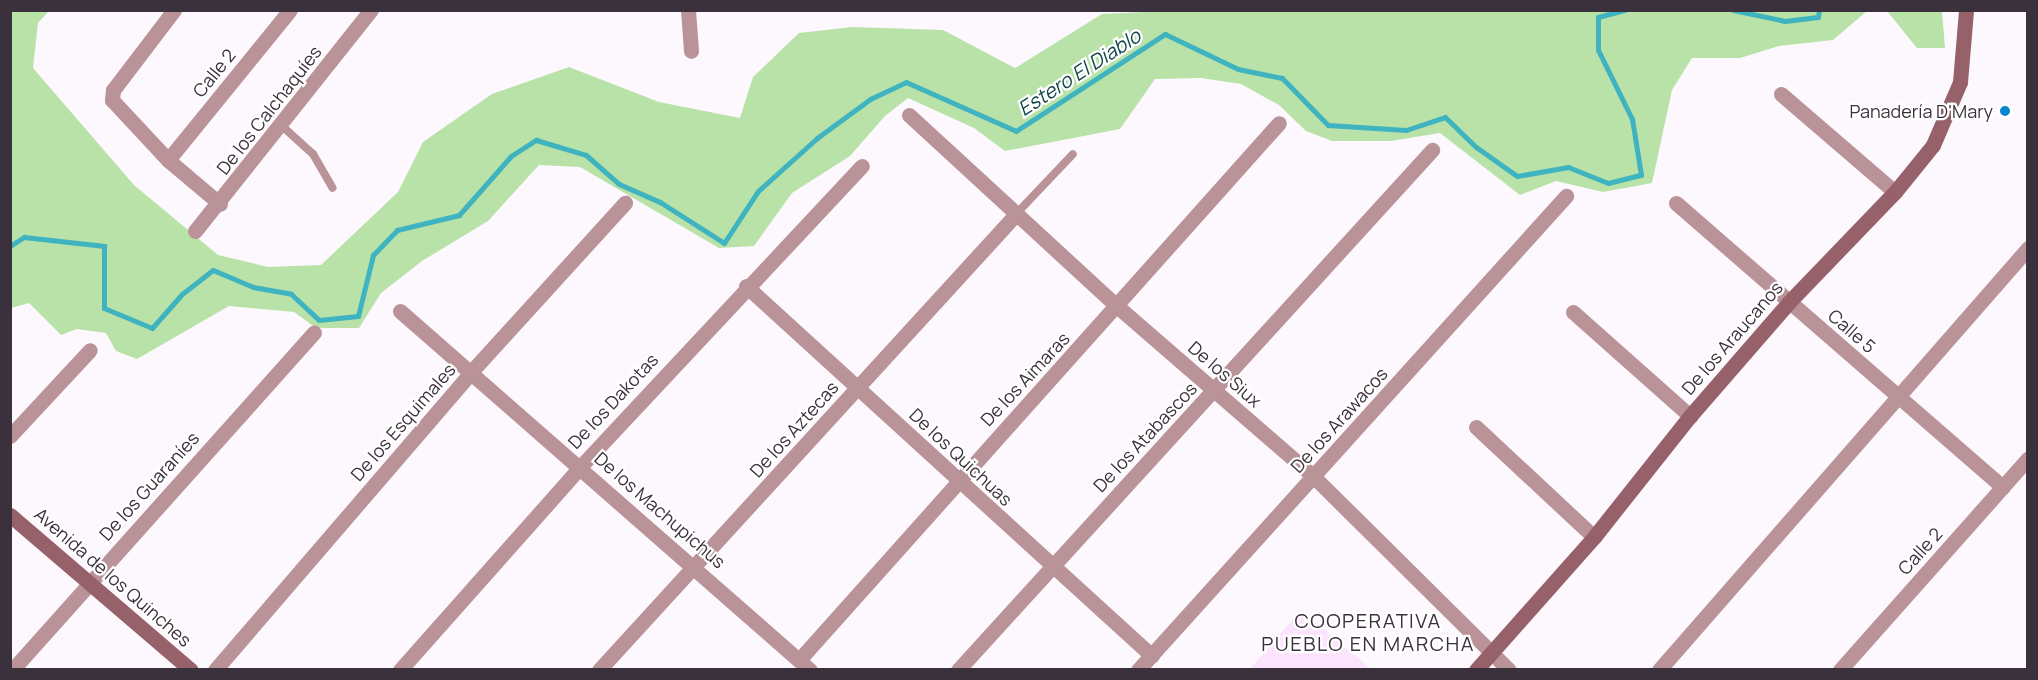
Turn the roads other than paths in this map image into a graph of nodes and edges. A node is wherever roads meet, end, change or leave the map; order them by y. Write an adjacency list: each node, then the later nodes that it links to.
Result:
1 (174, 10): 13 (street)
2 (290, 10): 13 (street, Calle 2)
3 (371, 10): 10 (street, De los Calchaquíes)
4 (688, 10): 6 (street)
5 (1966, 10): 16 (street, De los Araucanos)
6 (691, 51)
7 (1781, 94): 16 (street)
8 (909, 115): 21 (street, De los Siux)
9 (1279, 123): 26 (street, De los Aimaras)
10 (282, 126): 15 (lane); 20 (street, De los Calchaquíes)
11 (1432, 150): 33 (street, De los Atabascos)
12 (1073, 154): 21 (lane)
13 (168, 160): 20 (street)
14 (862, 166): 24 (street, De los Dakotas)
15 (333, 188)
16 (1895, 192): 25 (street, De los Araucanos)
17 (1566, 196): 40 (street, De los Arawacos)
18 (625, 203): 31 (street, De los Esquimales)
19 (1676, 203): 25 (street, Calle 5)
20 (220, 204): 22 (street, De los Calchaquíes)
21 (1017, 213): 26 (street, De los Siux); 32 (street, De los Aztecas)
22 (195, 231)
23 (2028, 248): 34 (street)
24 (746, 285): 32 (street, De los Quichuas); 39 (street, De los Dakotas)
25 (1789, 302): 34 (street, Calle 5); 35 (street, De los Araucanos)
26 (1118, 307): 33 (street, De los Siux); 41 (street, De los Aimaras)
27 (400, 311): 31 (street, De los Machupichus)
28 (1573, 312): 35 (street)
29 (314, 332): 47 (street, De los Guaraníes)
30 (90, 350): 37 (street)
31 (471, 372): 39 (street, De los Machupichus); 53 (street, De los Esquimales)
32 (858, 388): 41 (street, De los Quichuas); 46 (street, De los Aztecas)
33 (1214, 391): 40 (street, De los Siux); 45 (street, De los Atabascos)
34 (1900, 398): 42 (street, Calle 5); 60 (street)
35 (1690, 416): 44 (street, De los Araucanos)
36 (1476, 427): 44 (street)
37 (10, 436)
38 (2028, 458): 42 (street, Calle 2)
39 (581, 466): 46 (street, De los Machupichus); 54 (street, De los Dakotas)
40 (1314, 477): 48 (street, De los Siux); 49 (street, De los Arawacos)
41 (957, 481): 45 (street, De los Quichuas); 50 (street, De los Aimaras)
42 (2003, 487): 61 (street, Calle 2)
43 (10, 515): 47 (street, Avenida de los Quinches)
44 (1594, 537): 48 (street, De los Araucanos)
45 (1051, 566): 49 (street, De los Quichuas); 56 (street, De los Atabascos)
46 (696, 567): 50 (street, De los Machupichus); 55 (street, De los Aztecas)
47 (89, 580): 51 (street, De los Guaraníes); 52 (street, Avenida de los Quinches)
48 (1490, 654): 58 (street, De los Araucanos); 59 (street, De los Siux)
49 (1152, 656): 57 (street, De los Arawacos)
50 (805, 665)
51 (14, 668)
52 (191, 669)
53 (215, 669)
54 (400, 669)
55 (599, 669)
56 (958, 669)
57 (1138, 669)
58 (1476, 669)
59 (1509, 669)
60 (1659, 669)
61 (1840, 669)

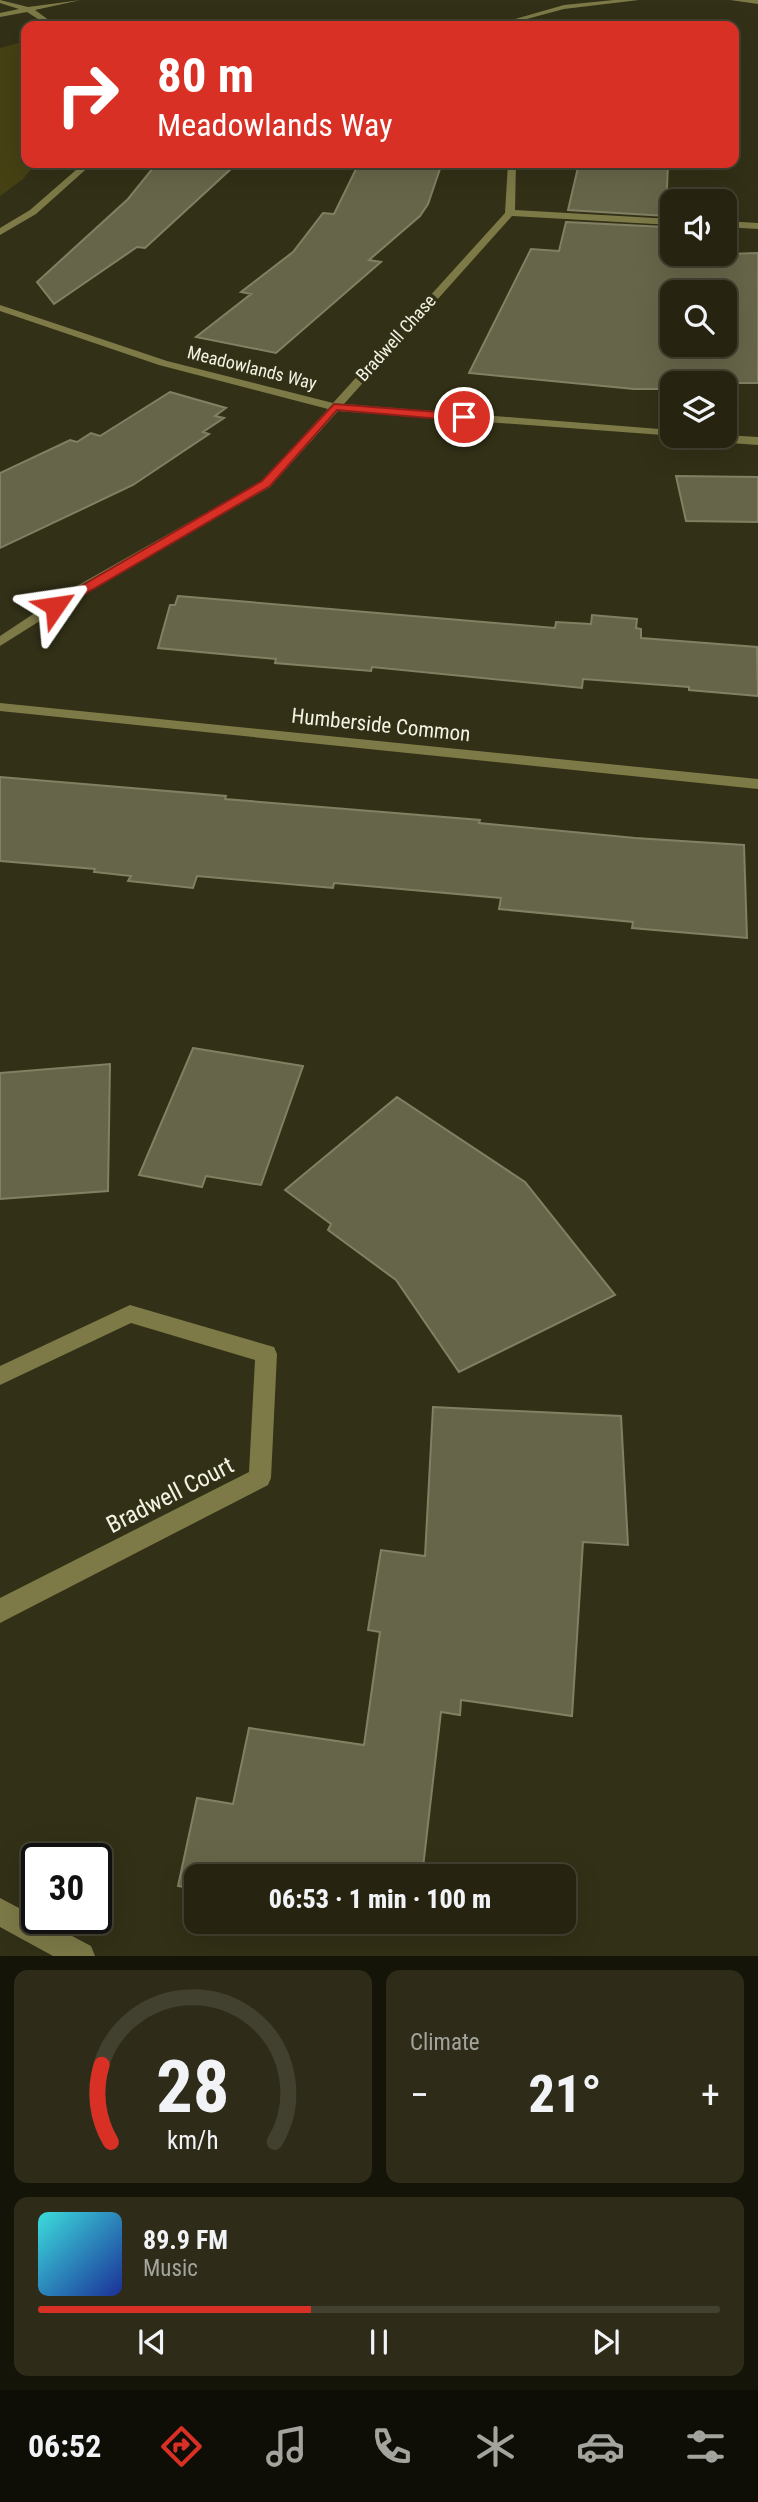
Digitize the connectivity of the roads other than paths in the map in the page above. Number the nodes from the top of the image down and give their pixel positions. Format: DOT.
graph roads {
  1 [pos="77,0"];
  2 [pos="635,0"];
  3 [pos="734,0"];
  4 [pos="0,1"];
  5 [pos="758,2"];
  6 [pos="29,10"];
  7 [pos="0,15"];
  8 [pos="46,21"];
  9 [pos="512,21"];
  10 [pos="83,168"];
  11 [pos="512,168"];
  12 [pos="510,213"];
  13 [pos="660,221"];
  14 [pos="737,225"];
  15 [pos="758,226"];
  16 [pos="0,232"];
  17 [pos="0,308"];
  18 [pos="334,407"];
  19 [pos="660,433"];
  20 [pos="737,440"];
  21 [pos="758,441"];
  22 [pos="0,642"];
  23 [pos="0,707"];
  24 [pos="758,784"];
  25 [pos="0,1376"];
  26 [pos="0,1611"];
  27 [pos="0,1912"];
  28 [pos="81,1956"];
  1 -- 6 [label="street"];
  2 -- 9 [label="street"];
  3 -- 5 [label="street"];
  4 -- 6 [label="street"];
  6 -- 7 [label="street"];
  6 -- 8 [label="street"];
  10 -- 16 [label="street"];
  11 -- 12 [label="street"];
  12 -- 13 [label="street"];
  12 -- 18 [label="street, Bradwell Chase"];
  14 -- 15 [label="street"];
  17 -- 18 [label="street, Meadowlands Way"];
  18 -- 19 [label="street, Meadowlands Way"];
  18 -- 22 [label="street, Bradwell Chase"];
  20 -- 21 [label="street"];
  23 -- 24 [label="street, Humberside Common"];
  25 -- 26 [label="street, Bradwell Court"];
  27 -- 28 [label="street"];
}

*WORK REQUEST*: Return all the material exactly, pictures excluded.

*ANSWER TO THIS EXERCISE*:
Turn the roads other than paths in this map image into a graph of nodes and edges. A node is wherever roads meet, end, change or leave the map; order them by y. Write an adjacency list: each node, then the later nodes that it links to.
Result:
1 (174, 10): 13 (street)
2 (290, 10): 13 (street, Calle 2)
3 (371, 10): 10 (street, De los Calchaquíes)
4 (688, 10): 6 (street)
5 (1966, 10): 16 (street, De los Araucanos)
6 (691, 51)
7 (1781, 94): 16 (street)
8 (909, 115): 21 (street, De los Siux)
9 (1279, 123): 26 (street, De los Aimaras)
10 (282, 126): 15 (lane); 20 (street, De los Calchaquíes)
11 (1432, 150): 33 (street, De los Atabascos)
12 (1073, 154): 21 (lane)
13 (168, 160): 20 (street)
14 (862, 166): 24 (street, De los Dakotas)
15 (333, 188)
16 (1895, 192): 25 (street, De los Araucanos)
17 (1566, 196): 40 (street, De los Arawacos)
18 (625, 203): 31 (street, De los Esquimales)
19 (1676, 203): 25 (street, Calle 5)
20 (220, 204): 22 (street, De los Calchaquíes)
21 (1017, 213): 26 (street, De los Siux); 32 (street, De los Aztecas)
22 (195, 231)
23 (2028, 248): 34 (street)
24 (746, 285): 32 (street, De los Quichuas); 39 (street, De los Dakotas)
25 (1789, 302): 34 (street, Calle 5); 35 (street, De los Araucanos)
26 (1118, 307): 33 (street, De los Siux); 41 (street, De los Aimaras)
27 (400, 311): 31 (street, De los Machupichus)
28 (1573, 312): 35 (street)
29 (314, 332): 47 (street, De los Guaraníes)
30 (90, 350): 37 (street)
31 (471, 372): 39 (street, De los Machupichus); 53 (street, De los Esquimales)
32 (858, 388): 41 (street, De los Quichuas); 46 (street, De los Aztecas)
33 (1214, 391): 40 (street, De los Siux); 45 (street, De los Atabascos)
34 (1900, 398): 42 (street, Calle 5); 60 (street)
35 (1690, 416): 44 (street, De los Araucanos)
36 (1476, 427): 44 (street)
37 (10, 436)
38 (2028, 458): 42 (street, Calle 2)
39 (581, 466): 46 (street, De los Machupichus); 54 (street, De los Dakotas)
40 (1314, 477): 48 (street, De los Siux); 49 (street, De los Arawacos)
41 (957, 481): 45 (street, De los Quichuas); 50 (street, De los Aimaras)
42 (2003, 487): 61 (street, Calle 2)
43 (10, 515): 47 (street, Avenida de los Quinches)
44 (1594, 537): 48 (street, De los Araucanos)
45 (1051, 566): 49 (street, De los Quichuas); 56 (street, De los Atabascos)
46 (696, 567): 50 (street, De los Machupichus); 55 (street, De los Aztecas)
47 (89, 580): 51 (street, De los Guaraníes); 52 (street, Avenida de los Quinches)
48 (1490, 654): 58 (street, De los Araucanos); 59 (street, De los Siux)
49 (1152, 656): 57 (street, De los Arawacos)
50 (805, 665)
51 (14, 668)
52 (191, 669)
53 (215, 669)
54 (400, 669)
55 (599, 669)
56 (958, 669)
57 (1138, 669)
58 (1476, 669)
59 (1509, 669)
60 (1659, 669)
61 (1840, 669)

Digitize the connectivity of the roads other than paths in the map in the page above. Number the nodes from the top of the image down and give their pixel positions. Format: DOT.
graph roads {
  1 [pos="77,0"];
  2 [pos="635,0"];
  3 [pos="734,0"];
  4 [pos="0,1"];
  5 [pos="758,2"];
  6 [pos="29,10"];
  7 [pos="0,15"];
  8 [pos="46,21"];
  9 [pos="512,21"];
  10 [pos="83,168"];
  11 [pos="512,168"];
  12 [pos="510,213"];
  13 [pos="660,221"];
  14 [pos="737,225"];
  15 [pos="758,226"];
  16 [pos="0,232"];
  17 [pos="0,308"];
  18 [pos="334,407"];
  19 [pos="660,433"];
  20 [pos="737,440"];
  21 [pos="758,441"];
  22 [pos="0,642"];
  23 [pos="0,707"];
  24 [pos="758,784"];
  25 [pos="0,1376"];
  26 [pos="0,1611"];
  27 [pos="0,1912"];
  28 [pos="81,1956"];
  1 -- 6 [label="street"];
  2 -- 9 [label="street"];
  3 -- 5 [label="street"];
  4 -- 6 [label="street"];
  6 -- 7 [label="street"];
  6 -- 8 [label="street"];
  10 -- 16 [label="street"];
  11 -- 12 [label="street"];
  12 -- 13 [label="street"];
  12 -- 18 [label="street, Bradwell Chase"];
  14 -- 15 [label="street"];
  17 -- 18 [label="street, Meadowlands Way"];
  18 -- 19 [label="street, Meadowlands Way"];
  18 -- 22 [label="street, Bradwell Chase"];
  20 -- 21 [label="street"];
  23 -- 24 [label="street, Humberside Common"];
  25 -- 26 [label="street, Bradwell Court"];
  27 -- 28 [label="street"];
}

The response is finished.